Zamknęłam za
blondynem mosiężne drzwi i odetchnęłam z ulgą. Wreszcie poszedł. Cóż za
irytujący człowiek. Któż to słyszał, aby zapraszać młodą damę na spotkanie,
zaledwie po kilku minutach rozmowy? Już od chwili kiedy go ujrzałam, czułam że będą z nim problemy. Najchętniej nie wpuszczałabym go do domu, ale moje dobre
wychowanie nie pozwalało mi na postąpienie w ten sposób, choć nie ukrywam,
miałam ochotę zabić go gołymi rękami, kiedy z pożądaniem w oczach mierzył moje
ciało… aż wzdrygnęłam się na to wspomnienie.
Zresztą… nieważne.
Mam teraz ważniejsze sprawy na
głowie… takie jak list dołączony do księgi, którą dostałam. Swoją drogą był w
niej zawarty stek bzdur. Jakieś nieokiełznane receptury na sporządzanie z ziół
napojów, które to miały wywoływać miłość, uległość, a nawet śmierć. Cztery
kartki wystarczyły, bym zatrzasnęła i ukryła tę opowiastkę pod moim łóżkiem. Nie
mogłam przecież dopuścić, aby ktoś odkrył, że mam w pokoju takie rzeczy. Miałam
nadzieję, że chociaż z listu dowiem się czegoś na temat mojej rodziny…
Popędziłam
do salonu i usiadłam przy stole, na którym stał bukiet, który dziś dostałam… a
właśnie… skąd Rahl miał kwiaty, skoro, jak mnie przekonywał, trafił w tę
okolicę przypadkiem? Mieszkam przecież na obrzeżu miasta... ale z drugiej strony skąd mógł wiedzieć o moim istnieniu,
skoro dopiero co wprowadził się tutaj? Nie widziałam go nigdy wcześniej, więc zapewne on mnie również.
Zerknęłam na kartkę
i łapczywie złapałam oddech. W pokoju jakby pociemniało, choć był środek dnia,
uderzył we mnie powiew zimnego wiatru, a kiedy spojrzałam na kartkę, widniał na
niej napis ‘Leanne Rude', przyglądałam
się temu kilka sekund, ciężko oddychając, po czym skupiłam mój wzrok na czarnym
płatku róży, który opadł właśnie na papier… a przecież bukiet składał się z
czerwonych róż. Zamrugałam kilkukrotnie i z ulgą stwierdziłam, że było to tylko
moje wyobrażenie. W pokoju znów było jasno, spokojnie, na kartce obok mojego imienia widniało moje nazwisko, a płatek
kwiatu miał kolor czerwony. Odetchnęłam z ulgą i rozłożyłam kartkę…
Kochana Leanne!
Mój czas dobiega końca i zapewne
ten list otrzymasz już po mojej śmierci. Wiem, że moje słowa mogą wydawać Ci
się głupstwami, napisanymi przez staruszkę, której niespełna rozumu, ale
domyślam się iż sama zauważyłaś, że różnisz się od dziewcząt w Twoim wieku.

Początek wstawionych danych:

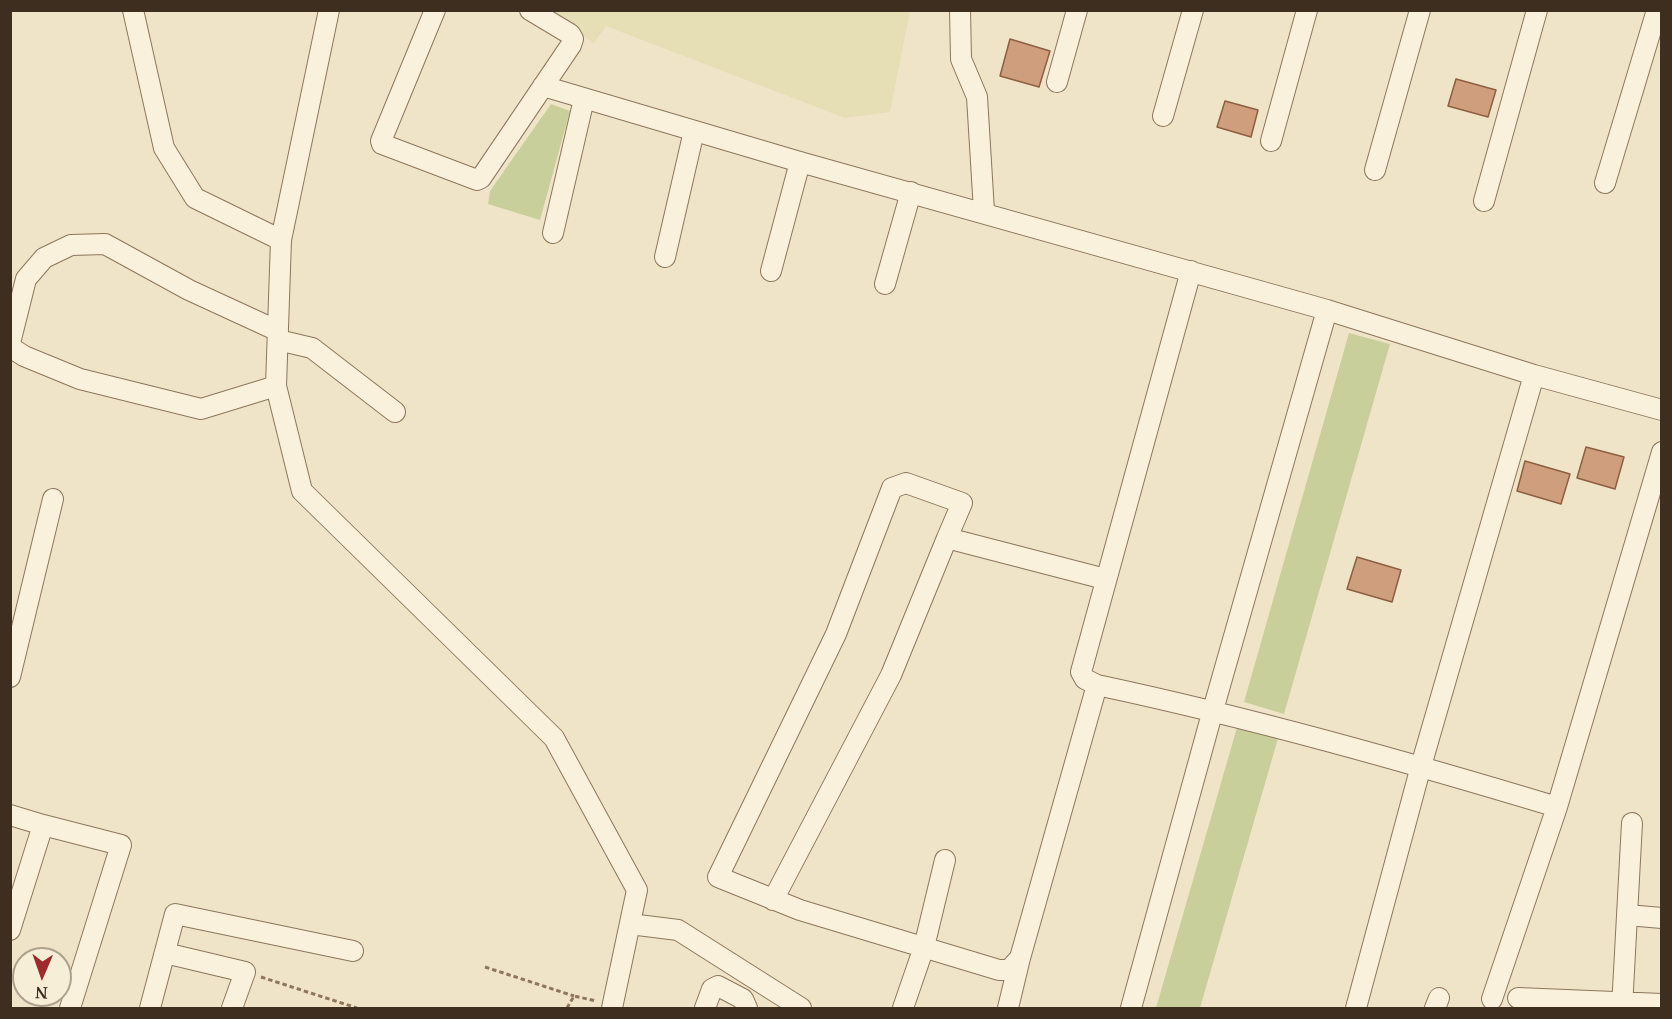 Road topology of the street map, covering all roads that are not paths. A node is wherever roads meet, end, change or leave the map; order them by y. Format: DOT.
graph roads {
  1 [pos="133,10"];
  2 [pos="329,10"];
  3 [pos="435,10"];
  4 [pos="530,10"];
  5 [pos="960,10"];
  6 [pos="1077,10"];
  7 [pos="1193,10"];
  8 [pos="1307,10"];
  9 [pos="1420,10"];
  10 [pos="1537,10"];
  11 [pos="1657,10"];
  12 [pos="1057,82"];
  13 [pos="543,86"];
  14 [pos="584,99"];
  15 [pos="1163,116"];
  16 [pos="694,131"];
  17 [pos="1271,141"];
  18 [pos="800,162"];
  19 [pos="1375,170"];
  20 [pos="1605,183"];
  21 [pos="911,192"];
  22 [pos="1484,201"];
  23 [pos="984,211"];
  24 [pos="553,233"];
  25 [pos="281,240"];
  26 [pos="665,257"];
  27 [pos="771,271"];
  28 [pos="1191,271"];
  29 [pos="885,284"];
  30 [pos="1327,310"];
  31 [pos="278,335"];
  32 [pos="10,345"];
  33 [pos="1534,375"];
  34 [pos="276,386"];
  35 [pos="1662,410"];
  36 [pos="395,411"];
  37 [pos="1662,453"];
  38 [pos="53,498"];
  39 [pos="947,538"];
  40 [pos="1105,579"];
  41 [pos="10,677"];
  42 [pos="1097,685"];
  43 [pos="1212,710"];
  44 [pos="1421,766"];
  45 [pos="1557,807"];
  46 [pos="10,815"];
  47 [pos="1632,823"];
  48 [pos="43,825"];
  49 [pos="945,860"];
  50 [pos="773,900"];
  51 [pos="1627,915"];
  52 [pos="1662,918"];
  53 [pos="630,924"];
  54 [pos="10,930"];
  55 [pos="924,947"];
  56 [pos="353,951"];
  57 [pos="165,953"];
  58 [pos="1020,958"];
  59 [pos="1518,998"];
  60 [pos="1492,999"];
  61 [pos="1545,1004"];
  62 [pos="1662,1004"];
  63 [pos="1622,1005"];
  64 [pos="613,1007"];
  65 [pos="70,1008"];
  66 [pos="150,1008"];
  67 [pos="232,1008"];
  68 [pos="705,1008"];
  69 [pos="747,1008"];
  70 [pos="801,1008"];
  71 [pos="903,1008"];
  72 [pos="1008,1008"];
  73 [pos="1131,1008"];
  74 [pos="1356,1008"];
  1 -- 25 [label="street"];
  2 -- 25 [label="street"];
  3 -- 13 [label="street"];
  4 -- 13 [label="street"];
  5 -- 23 [label="street"];
  6 -- 12 [label="street"];
  7 -- 15 [label="street"];
  8 -- 17 [label="street"];
  9 -- 19 [label="street"];
  10 -- 22 [label="street"];
  11 -- 20 [label="street"];
  13 -- 14 [label="street"];
  14 -- 16 [label="street"];
  14 -- 24 [label="street"];
  16 -- 18 [label="street"];
  16 -- 26 [label="street"];
  18 -- 21 [label="street"];
  18 -- 27 [label="street"];
  21 -- 23 [label="street"];
  21 -- 29 [label="street"];
  23 -- 28 [label="street"];
  25 -- 31 [label="street"];
  28 -- 30 [label="street"];
  28 -- 40 [label="street"];
  30 -- 33 [label="street"];
  30 -- 43 [label="street"];
  31 -- 32 [label="street"];
  31 -- 34 [label="street"];
  31 -- 36 [label="street"];
  32 -- 34 [label="street"];
  33 -- 35 [label="street"];
  33 -- 44 [label="street"];
  34 -- 53 [label="street"];
  37 -- 45 [label="street"];
  38 -- 41 [label="street"];
  39 -- 40 [label="street"];
  39 -- 50 [label="street"];
  39 -- 50 [label="street"];
  40 -- 42 [label="street"];
  42 -- 43 [label="street"];
  42 -- 58 [label="street"];
  43 -- 44 [label="street"];
  43 -- 73 [label="street"];
  44 -- 45 [label="street"];
  44 -- 74 [label="street"];
  45 -- 60 [label="street"];
  46 -- 48 [label="street"];
  47 -- 51 [label="street"];
  48 -- 54 [label="street"];
  48 -- 65 [label="street"];
  49 -- 55 [label="street"];
  50 -- 55 [label="street"];
  51 -- 52 [label="street"];
  51 -- 63 [label="street"];
  53 -- 64 [label="street"];
  53 -- 70 [label="street"];
  55 -- 58 [label="street"];
  55 -- 71 [label="street"];
  56 -- 57 [label="street"];
  57 -- 66 [label="street"];
  57 -- 67 [label="street"];
  58 -- 72 [label="street"];
  59 -- 61 [label="street"];
  61 -- 63 [label="street"];
  62 -- 63 [label="street"];
  68 -- 69 [label="street"];
}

Chciałabym Cię przeprosić… teraz,
kiedy znasz prawdę, możesz sobie myśleć, iż moja córka oddała Cię, ponieważ
byłaś nieślubnym dzieckiem i bała się rzucania fałszywych oskarżeń. Prawda jest jednak inna.
Ród Evans, już od kilku wieków
jest prześladowany, nie zdajesz sobie sprawy ile kobiet z naszej rodziny
zostało spalonych na stosie. Może Ci się to wydawać bzdurą, Leanne, ale jestem
czarownicą. Twoja matka, Diana nie miała zdolności magicznych, więc miałyśmy
nadzieję, że i Ciebie to ominie, chciałyśmy dla Ciebie lepszego życia, bez
wytykania palcami, wiecznego uciekania z miasta do miasta, z obawy przed
śmiercią… niestety popełniłyśmy błąd. Magia jest w Tobie, a ja nie mogę Cię
teraz nauczyć jak nią kierować… mogę dać Ci jedynie tę księgę i przeprosić za
wszystko... Pamiętaj, że ten dar jest błogosławieństwem, ale i przekleństwem
jednocześnie, od Ciebie zależy jak nim pokierujesz. Skończyłaś szesnaście lat,
przygotuj się, że niebawem się w Tobie obudzi. Mogłaś do tej pory niczego nie
zauważyć, ale teraz właśnie się zacznie…
Chciałabym, abyś wiedziała, że
zawsze wiele dla mnie znaczyłaś, obserwowałam Twoje życie z boku i wiedz, że
jestem z Ciebie dumna. Wyrosłaś na piękną, mądrą kobietę. Jesteś taka młoda, a
już masz takie powodzenie u mężczyzn… mam nadzieję iż spotkasz na swojej
życiowej drodze kogoś, kto pokocha Cię szczerą miłością, zaakceptuje taką, jaką
jesteś… z Twoją wyjątkowością. Wierzę, że dasz sobie radę, mimo że
postawiłyśmy przed Tobą tak trudne zadanie. Kocham Cię.
Twoja babcia
Gwendolyn Evans
Po
przeczytaniu tych słów, najzwyczajniej w świecie się roześmiałam. Jak to
dobrze, że trafiłam do tego domu, a nie wychowywałam się wśród wariatów. Cóż…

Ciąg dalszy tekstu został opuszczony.